Pour Blough, réfléchir à la paix ne se limite pas à réagir dans l’urgence des conflits. L’exemple de l’Ukraine est parlant : « Une fois que la guerre éclate, il est souvent trop tard. » L’enjeu est d’installer avant et après les crises des structures qui permettent de résoudre les conflits autrement que par la violence. L’Église, selon lui, doit prendre sa part en développant une culture de la réconciliation et du pardon.

Mais que faire des passages violents de la Bible, notamment dans le Premier Testament ? L’auteur convoque les travaux de René Girard sur le mécanisme du bouc émissaire et ceux de Walter Brueggemann, qui voit dans ces récits non pas un arbitraire divin mais une défense du peuple de Dieu. Pour Blough, la clé de lecture demeure le Christ lui-même : « Vous avez entendu dire… mais moi je vous dis. » Autrement dit, c’est à la lumière de l’Évangile que les chrétiens sont appelés à relire leur héritage biblique.

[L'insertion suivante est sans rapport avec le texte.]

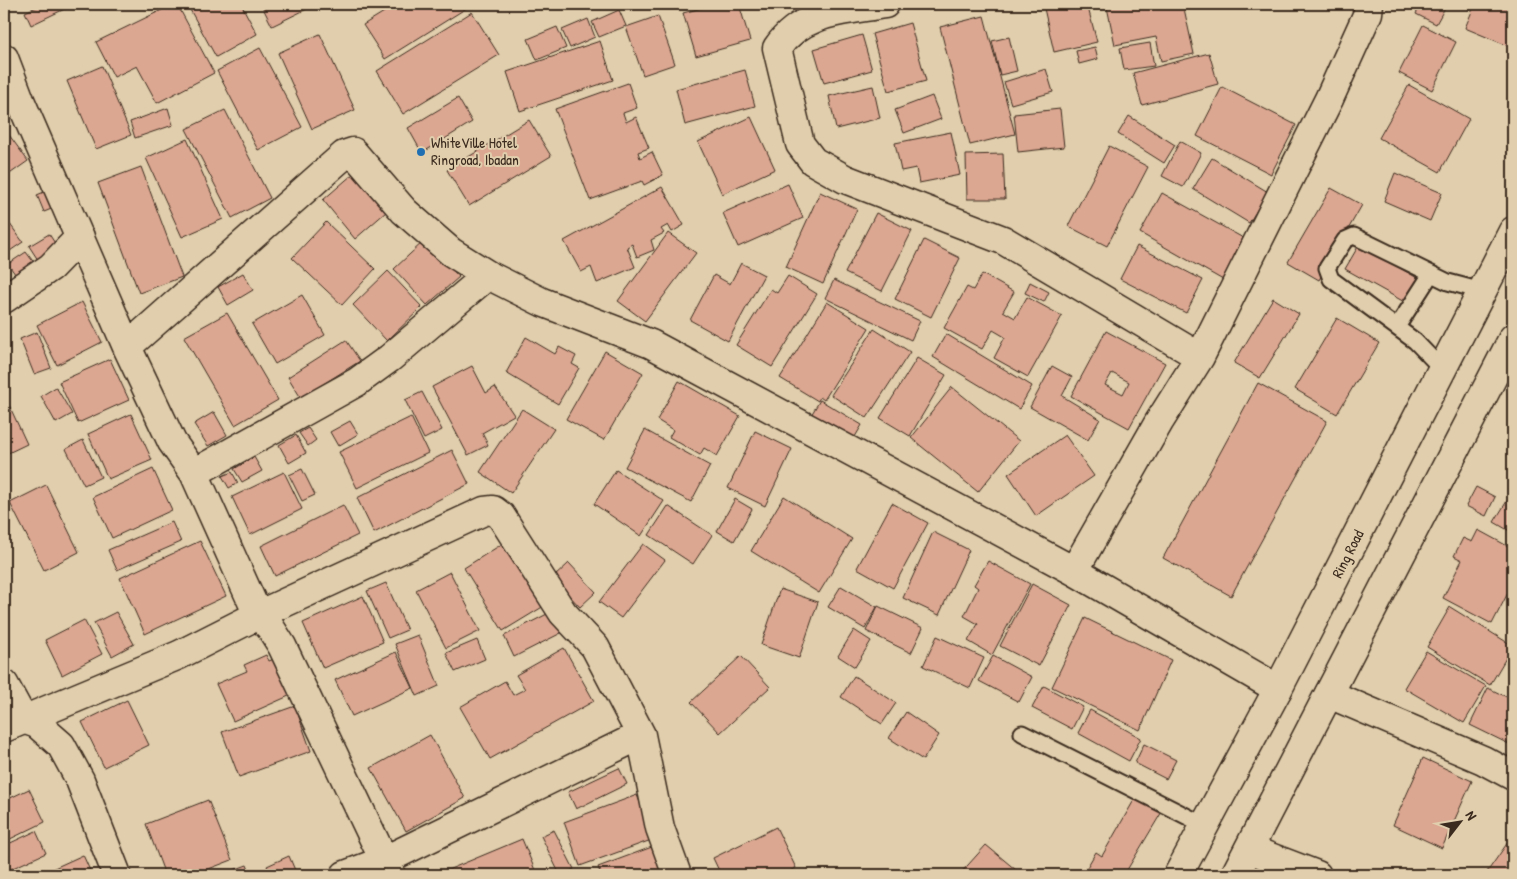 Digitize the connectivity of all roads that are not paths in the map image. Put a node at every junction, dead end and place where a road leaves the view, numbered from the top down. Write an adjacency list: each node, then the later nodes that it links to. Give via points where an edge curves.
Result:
1 (885, 4): 13 (street, via 801,23 786,35 778,48 800,144 813,161 845,179 1003,240)
2 (1369, 4): 13 (street, via 1368,14 1328,99)
3 (4, 58): 5 (street)
4 (1513, 231): 8 (street, Ring Road)
5 (80, 237): 9 (street, via 51,267); 12 (street)
6 (1431, 274): 8 (lane, via 1460,287); 10 (lane); 10 (lane, via 1354,236 1345,240 1327,268 1331,279)
7 (488, 275): 12 (street, via 451,252 404,211 353,152 344,155); 15 (street, via 390,358 356,382); 16 (street, via 542,302 651,344)
8 (1482, 291): 14 (street, Ring Road)
9 (4, 299)
10 (1397, 327): 14 (lane, via 1426,350)
11 (1513, 338): 20 (street)
12 (127, 347): 15 (street, via 172,442)
13 (1200, 357): 16 (street)
14 (1443, 370): 19 (street, Ring Road)
15 (194, 473): 17 (street)
16 (1074, 571): 19 (street)
17 (258, 615): 21 (street, via 179,655); 23 (street, via 484,511 493,510 505,522 563,614 595,647); 27 (street, via 282,646)
18 (4, 684): 21 (street)
19 (1278, 689): 25 (street, Ring Road)
20 (1329, 694): 24 (street); 26 (street)
21 (13, 724): 28 (street, via 37,724 61,745 80,780)
22 (1022, 733): 25 (lane)
23 (641, 735): 27 (street); 30 (street, via 660,828)
24 (1513, 776)
25 (1204, 824): 31 (street, Ring Road)
26 (1249, 849): 32 (street); 33 (street)
27 (388, 868): 29 (street)
28 (117, 875)
29 (345, 875)
30 (677, 875)
31 (1178, 875)
32 (1235, 875)
33 (1317, 875) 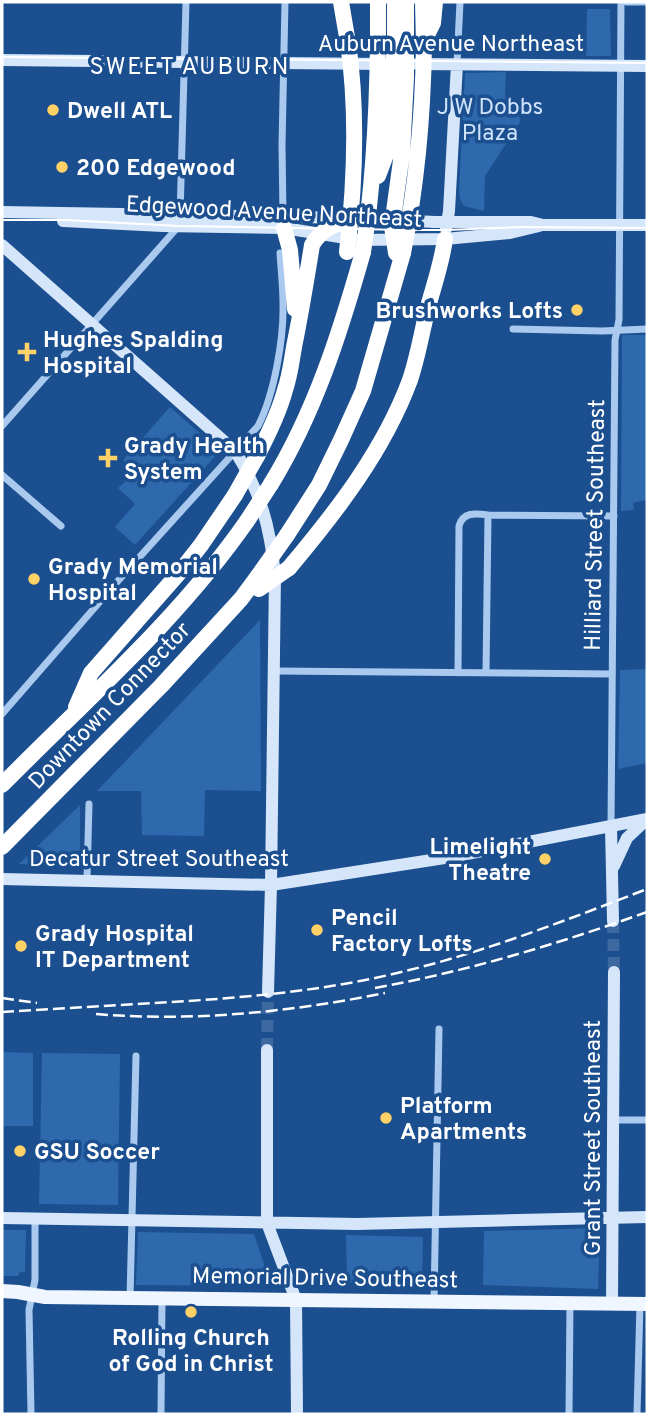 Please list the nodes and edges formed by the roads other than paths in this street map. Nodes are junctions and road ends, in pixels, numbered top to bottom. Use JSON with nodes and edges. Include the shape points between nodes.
{"nodes":[{"id":1,"x":186,"y":2,"type":"edge"},
{"id":2,"x":285,"y":2,"type":"edge"},
{"id":3,"x":341,"y":2,"type":"edge"},
{"id":4,"x":378,"y":2,"type":"edge"},
{"id":5,"x":395,"y":2,"type":"edge"},
{"id":6,"x":406,"y":2,"type":"edge"},
{"id":7,"x":423,"y":2,"type":"edge"},
{"id":8,"x":435,"y":2,"type":"edge"},
{"id":9,"x":460,"y":2,"type":"edge"},
{"id":10,"x":621,"y":2,"type":"edge"},
{"id":11,"x":627,"y":2,"type":"edge"},
{"id":12,"x":647,"y":2,"type":"edge"},
{"id":13,"x":424,"y":43,"type":"junction"},
{"id":14,"x":393,"y":44,"type":"junction"},
{"id":15,"x":2,"y":60,"type":"edge"},
{"id":16,"x":186,"y":62,"type":"junction"},
{"id":17,"x":284,"y":62,"type":"junction"},
{"id":18,"x":457,"y":64,"type":"junction"},
{"id":19,"x":621,"y":65,"type":"junction"},
{"id":20,"x":647,"y":65,"type":"edge"},
{"id":21,"x":2,"y":212,"type":"edge"},
{"id":22,"x":354,"y":219,"type":"junction"},
{"id":23,"x":2,"y":220,"type":"edge"},
{"id":24,"x":180,"y":221,"type":"junction"},
{"id":25,"x":447,"y":221,"type":"junction"},
{"id":26,"x":284,"y":223,"type":"junction"},
{"id":27,"x":543,"y":225,"type":"junction"},
{"id":28,"x":619,"y":225,"type":"junction"},
{"id":29,"x":647,"y":225,"type":"edge"},
{"id":30,"x":320,"y":234,"type":"junction"},
{"id":31,"x":445,"y":239,"type":"junction"},
{"id":32,"x":2,"y":245,"type":"edge"},
{"id":33,"x":355,"y":252,"type":"junction"},
{"id":34,"x":280,"y":253,"type":"dead end"},
{"id":35,"x":399,"y":253,"type":"junction"},
{"id":36,"x":92,"y":325,"type":"junction"},
{"id":37,"x":513,"y":329,"type":"dead end"},
{"id":38,"x":647,"y":329,"type":"edge"},
{"id":39,"x":617,"y":330,"type":"junction"},
{"id":40,"x":295,"y":340,"type":"junction"},
{"id":41,"x":2,"y":426,"type":"edge"},
{"id":42,"x":235,"y":451,"type":"junction"},
{"id":43,"x":2,"y":475,"type":"edge"},
{"id":44,"x":488,"y":515,"type":"junction"},
{"id":45,"x":614,"y":516,"type":"junction"},
{"id":46,"x":61,"y":526,"type":"dead end"},
{"id":47,"x":258,"y":582,"type":"junction"},
{"id":48,"x":274,"y":671,"type":"junction"},
{"id":49,"x":458,"y":673,"type":"junction"},
{"id":50,"x":486,"y":673,"type":"junction"},
{"id":51,"x":612,"y":674,"type":"junction"},
{"id":52,"x":2,"y":714,"type":"edge"},
{"id":53,"x":72,"y":714,"type":"junction"},
{"id":54,"x":52,"y":734,"type":"junction"},
{"id":55,"x":2,"y":769,"type":"edge"},
{"id":56,"x":2,"y":785,"type":"edge"},
{"id":57,"x":89,"y":804,"type":"dead end"},
{"id":58,"x":37,"y":811,"type":"junction"},
{"id":59,"x":647,"y":819,"type":"edge"},
{"id":60,"x":611,"y":826,"type":"junction"},
{"id":61,"x":2,"y":847,"type":"edge"},
{"id":62,"x":2,"y":859,"type":"edge"},
{"id":63,"x":612,"y":873,"type":"junction"},
{"id":64,"x":2,"y":878,"type":"edge"},
{"id":65,"x":87,"y":879,"type":"junction"},
{"id":66,"x":271,"y":885,"type":"junction"},
{"id":67,"x":613,"y":921,"type":"tunnel mouth"},
{"id":68,"x":614,"y":972,"type":"tunnel mouth"},
{"id":69,"x":268,"y":992,"type":"tunnel mouth"},
{"id":70,"x":439,"y":1029,"type":"dead end"},
{"id":71,"x":267,"y":1050,"type":"tunnel mouth"},
{"id":72,"x":136,"y":1056,"type":"dead end"},
{"id":73,"x":613,"y":1120,"type":"junction"},
{"id":74,"x":647,"y":1120,"type":"edge"},
{"id":75,"x":647,"y":1217,"type":"edge"},
{"id":76,"x":2,"y":1218,"type":"edge"},
{"id":77,"x":613,"y":1218,"type":"junction"},
{"id":78,"x":35,"y":1219,"type":"junction"},
{"id":79,"x":132,"y":1220,"type":"junction"},
{"id":80,"x":267,"y":1223,"type":"junction"},
{"id":81,"x":436,"y":1223,"type":"junction"},
{"id":82,"x":2,"y":1291,"type":"edge"},
{"id":83,"x":32,"y":1295,"type":"junction"},
{"id":84,"x":130,"y":1298,"type":"junction"},
{"id":85,"x":162,"y":1298,"type":"junction"},
{"id":86,"x":296,"y":1300,"type":"junction"},
{"id":87,"x":434,"y":1301,"type":"junction"},
{"id":88,"x":570,"y":1303,"type":"junction"},
{"id":89,"x":612,"y":1304,"type":"junction"},
{"id":90,"x":644,"y":1304,"type":"edge"},
{"id":91,"x":31,"y":1414,"type":"edge"},
{"id":92,"x":161,"y":1414,"type":"edge"},
{"id":93,"x":297,"y":1414,"type":"edge"},
{"id":94,"x":569,"y":1414,"type":"edge"},
{"id":95,"x":638,"y":1414,"type":"edge"}],
"edges":[{"from":1,"to":16,"type":"street"},
{"from":2,"to":17,"type":"street"},
{"from":3,"to":33,"type":"highway","bridge":true,"via":[[352,85]]},
{"from":4,"to":14,"type":"highway"},
{"from":5,"to":14,"type":"highway"},
{"from":6,"to":14,"type":"highway"},
{"from":7,"to":13,"type":"highway"},
{"from":8,"to":13,"type":"highway","via":[[433,23]]},
{"from":9,"to":18,"type":"street"},
{"from":10,"to":19,"type":"street","name":"Hilliard Street Southeast"},
{"from":11,"to":12,"type":"street"},
{"from":13,"to":35,"type":"highway","bridge":true,"via":[[419,152]]},
{"from":14,"to":33,"type":"highway","bridge":true,"via":[[376,123],[372,192]]},
{"from":14,"to":35,"type":"highway","bridge":true,"via":[[406,78],[392,226]]},
{"from":15,"to":16,"type":"street","name":"Auburn Avenue Northeast"},
{"from":16,"to":17,"type":"street","name":"Auburn Avenue Northeast"},
{"from":16,"to":24,"type":"street"},
{"from":17,"to":18,"type":"street","name":"Auburn Avenue Northeast"},
{"from":17,"to":26,"type":"street"},
{"from":18,"to":19,"type":"street","name":"Auburn Avenue Northeast"},
{"from":18,"to":25,"type":"street"},
{"from":19,"to":20,"type":"street","name":"Auburn Avenue Northeast"},
{"from":19,"to":28,"type":"street","name":"Hilliard Street Southeast"},
{"from":21,"to":24,"type":"street","name":"Edgewood Avenue Northeast"},
{"from":22,"to":25,"type":"street","name":"Edgewood Avenue Northeast"},
{"from":22,"to":26,"type":"street","name":"Edgewood Avenue Northeast"},
{"from":22,"to":30,"type":"highway"},
{"from":23,"to":24,"type":"street","name":"Edgewood Avenue Northeast"},
{"from":24,"to":26,"type":"street","name":"Edgewood Avenue Northeast"},
{"from":24,"to":36,"type":"street"},
{"from":25,"to":27,"type":"street","name":"Edgewood Avenue Northeast"},
{"from":25,"to":31,"type":"street"},
{"from":26,"to":30,"type":"street","name":"Edgewood Avenue Northeast"},
{"from":26,"to":40,"type":"highway","via":[[295,289]]},
{"from":27,"to":28,"type":"street","name":"Edgewood Avenue Northeast"},
{"from":27,"to":31,"type":"street","name":"Edgewood Avenue Northeast"},
{"from":28,"to":29,"type":"street","name":"Edgewood Avenue Northeast"},
{"from":28,"to":39,"type":"street","name":"Hilliard Street Southeast"},
{"from":30,"to":31,"type":"street","name":"Edgewood Avenue Northeast","via":[[358,240]]},
{"from":30,"to":40,"type":"highway","via":[[312,245]]},
{"from":31,"to":47,"type":"highway","bridge":true,"via":[[410,380],[383,438],[355,483],[289,568]]},
{"from":32,"to":36,"type":"street"},
{"from":33,"to":53,"type":"highway","name":"Downtown Connector","bridge":true,"via":[[350,297],[321,385],[271,484],[187,598]]},
{"from":34,"to":42,"type":"street","via":[[282,329],[268,406],[258,426]]},
{"from":35,"to":47,"type":"highway","name":"Downtown Connector","bridge":true,"via":[[398,270],[354,414],[318,485]]},
{"from":36,"to":41,"type":"street"},
{"from":36,"to":42,"type":"street"},
{"from":37,"to":39,"type":"street"},
{"from":38,"to":39,"type":"street"},
{"from":39,"to":45,"type":"street","name":"Hilliard Street Southeast"},
{"from":40,"to":53,"type":"highway","bridge":true,"via":[[285,393],[235,495],[179,573],[91,673]]},
{"from":42,"to":48,"type":"street","via":[[252,479],[270,539],[275,575]]},
{"from":42,"to":52,"type":"street"},
{"from":43,"to":46,"type":"street"},
{"from":44,"to":45,"type":"street"},
{"from":44,"to":49,"type":"street","via":[[468,514],[459,526]]},
{"from":44,"to":50,"type":"street"},
{"from":45,"to":51,"type":"street","name":"Hilliard Street Southeast"},
{"from":47,"to":58,"type":"highway","name":"Downtown Connector"},
{"from":48,"to":49,"type":"street"},
{"from":48,"to":66,"type":"street"},
{"from":49,"to":50,"type":"street"},
{"from":50,"to":51,"type":"street"},
{"from":51,"to":60,"type":"street","name":"Hilliard Street Southeast"},
{"from":53,"to":54,"type":"highway","name":"Downtown Connector"},
{"from":54,"to":55,"type":"highway"},
{"from":54,"to":56,"type":"highway","name":"Downtown Connector"},
{"from":57,"to":65,"type":"street"},
{"from":58,"to":61,"type":"highway","name":"Downtown Connector"},
{"from":58,"to":62,"type":"highway"},
{"from":59,"to":60,"type":"street","name":"Decatur Street Southeast"},
{"from":59,"to":63,"type":"street","via":[[626,841]]},
{"from":60,"to":63,"type":"street"},
{"from":60,"to":66,"type":"street","name":"Decatur Street Southeast"},
{"from":63,"to":67,"type":"street"},
{"from":64,"to":65,"type":"street","name":"Decatur Street Southeast"},
{"from":65,"to":66,"type":"street","name":"Decatur Street Southeast"},
{"from":66,"to":69,"type":"street"},
{"from":68,"to":73,"type":"street","name":"Grant Street Southeast"},
{"from":70,"to":81,"type":"street"},
{"from":71,"to":80,"type":"street"},
{"from":72,"to":79,"type":"street"},
{"from":73,"to":74,"type":"street"},
{"from":73,"to":77,"type":"street","name":"Grant Street Southeast"},
{"from":75,"to":77,"type":"street"},
{"from":76,"to":78,"type":"street"},
{"from":77,"to":81,"type":"street"},
{"from":77,"to":89,"type":"street","name":"Grant Street Southeast"},
{"from":78,"to":79,"type":"street"},
{"from":78,"to":83,"type":"street"},
{"from":79,"to":80,"type":"street"},
{"from":79,"to":84,"type":"street"},
{"from":80,"to":81,"type":"street"},
{"from":80,"to":86,"type":"street"},
{"from":81,"to":87,"type":"street"},
{"from":82,"to":83,"type":"main road","name":"Memorial Drive Southeast"},
{"from":83,"to":84,"type":"main road","name":"Memorial Drive Southeast"},
{"from":83,"to":91,"type":"street"},
{"from":84,"to":85,"type":"main road","name":"Memorial Drive Southeast"},
{"from":85,"to":86,"type":"main road","name":"Memorial Drive Southeast"},
{"from":85,"to":92,"type":"street"},
{"from":86,"to":87,"type":"main road","name":"Memorial Drive Southeast"},
{"from":86,"to":93,"type":"street"},
{"from":87,"to":88,"type":"main road","name":"Memorial Drive Southeast"},
{"from":88,"to":89,"type":"main road","name":"Memorial Drive Southeast"},
{"from":88,"to":94,"type":"street"},
{"from":89,"to":90,"type":"main road","name":"Memorial Drive Southeast"},
{"from":90,"to":95,"type":"street"}]}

Cette fidélité à l’Évangile conduit-elle nécessairement à une position minoritaire ? Neal Blough récuse l’idée d’une spécificité mennonite : il s’agit au contraire de l’universalité de l’Église et du refus de tout nationalisme chrétien. Le scandale, dit-il, reste la complicité des Églises avec la guerre. La liturgie, comprise comme « art de faire des disciples », doit donc redevenir un lieu de formation à la paix, capable de relier convictions et vie quotidienne.

Face au découragement, Blough rappelle l’exemple de Bonhoeffer : oui, les chrétiens échoueront, mais Dieu relève et pardonne. D’où son appel à une spiritualité de patience et de courage, à la fois lucide sur les échecs et confiante dans la promesse du Royaume.

En publiant cet ouvrage, Neal Blough offre un outil théologique précieux pour toutes les Églises, pacifistes ou non. À l’heure où certains courants nationalistes détournent la foi pour justifier la violence, son livre se présente comme une référence incontournable pour penser l’Évangile comme source de paix et de réconciliation.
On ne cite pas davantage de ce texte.